そんな好奇の視線に対して草壁は素っ気ない口調でそう返す。実際草壁とは何回も話をしたが、色気は一切無い会話だった。

 

関わってから1週間もしてないので当然だが、いつか必ずクールな表情のみならず、恥ずかしそうな表情やデレデレの表情を向けられるようになるつもりだ。

 

草壁の言葉に好奇の視線は弱まったが、迅は引き攣った表情を浮かべている。

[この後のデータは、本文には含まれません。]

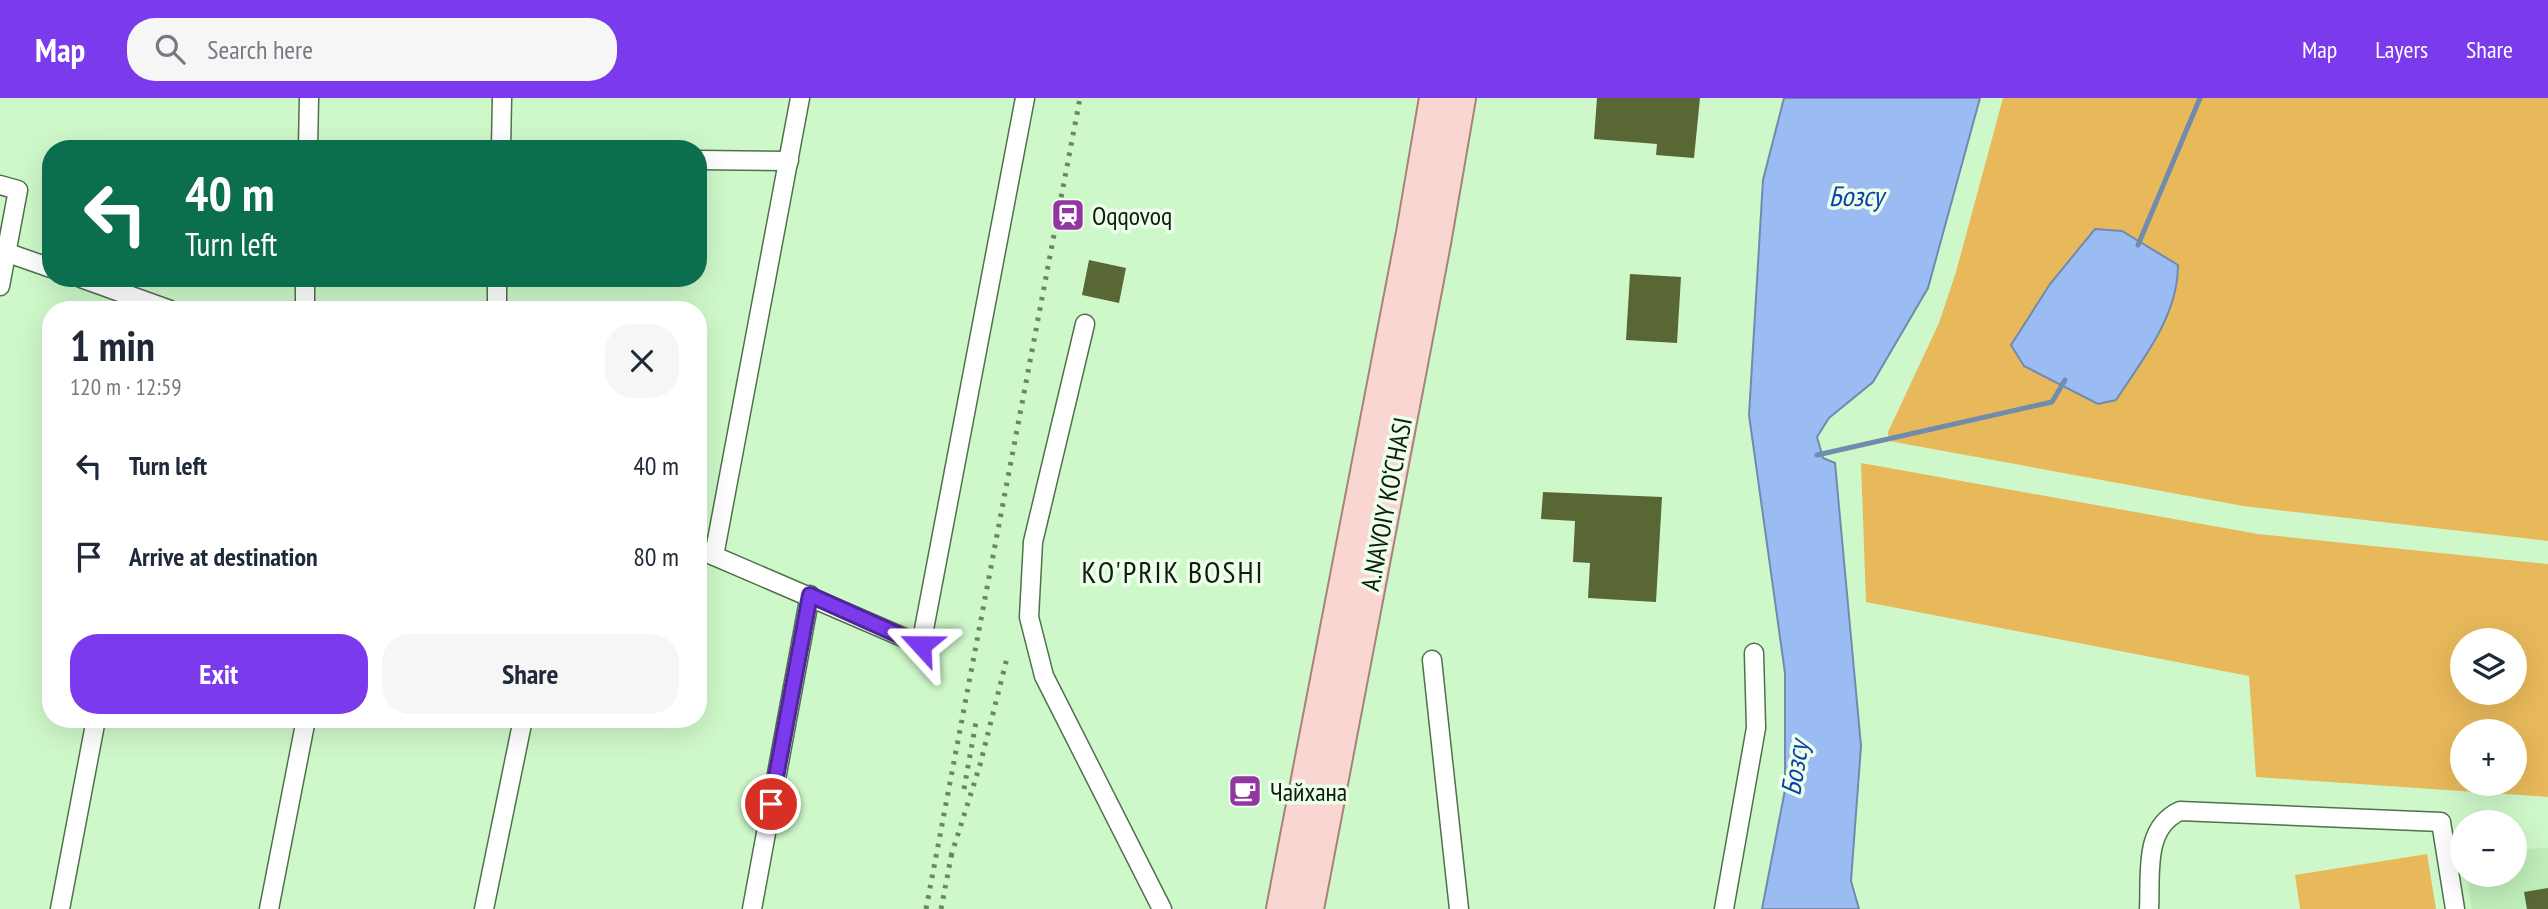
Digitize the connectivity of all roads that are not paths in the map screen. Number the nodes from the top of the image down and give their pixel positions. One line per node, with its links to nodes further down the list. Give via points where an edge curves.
1 (309, 98): 7 (street)
2 (502, 98): 8 (street)
3 (800, 98): 10 (street)
4 (1025, 98): 20 (street, via 921,645)
5 (1434, 98): 31 (main road)
6 (1461, 98): 32 (main road, A.NAVOIY KO‘CHASI)
7 (308, 140)
8 (501, 140)
9 (707, 160): 10 (street)
10 (789, 161): 18 (street)
11 (0, 185): 12 (street, via 18,190)
12 (8, 253): 13 (street); 14 (street)
13 (42, 265)
14 (0, 286)
15 (106, 287): 16 (street)
16 (145, 301)
17 (1085, 324): 30 (street, via 1033,542 1029,617 1044,676)
18 (707, 547)
19 (707, 552): 20 (street)
20 (810, 595): 29 (street)
21 (1754, 653): 34 (street, via 1756,728)
22 (1432, 660): 33 (street)
23 (94, 728): 26 (street)
24 (304, 728): 27 (street)
25 (521, 728): 28 (street)
26 (60, 909)
27 (269, 909)
28 (484, 909)
29 (752, 909)
30 (1162, 909)
31 (1281, 909)
32 (1308, 909)
33 (1459, 909)
34 (1724, 909)
35 (2149, 909): 36 (street, via 2153,839 2164,820 2180,811 2441,822)
36 (2455, 909)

もしかして俺が草壁と仲良くなる未来でも見えたのか?

 

だとしたらありがたいが、今は後回しだ。全員集まった以上、私事で時間を潰すのは論外だからな。

 

「ともあれ全員集まったので始めましょう。面白く無いかもしれないですが、最後まで聞いていただければ幸いです」

 

そう一礼してから俺はモニターの横に移動して、草壁は部屋の隅にあるパソコンデスクに座って、パソコンの操作をすると……

 

 

 

 

 

 

大規模侵攻対策 B級隊員量産計画

 

唯我尊 草壁早紀

 

 

 

 

俺が作り上げたスライドによるスライドショーが始まるのだった。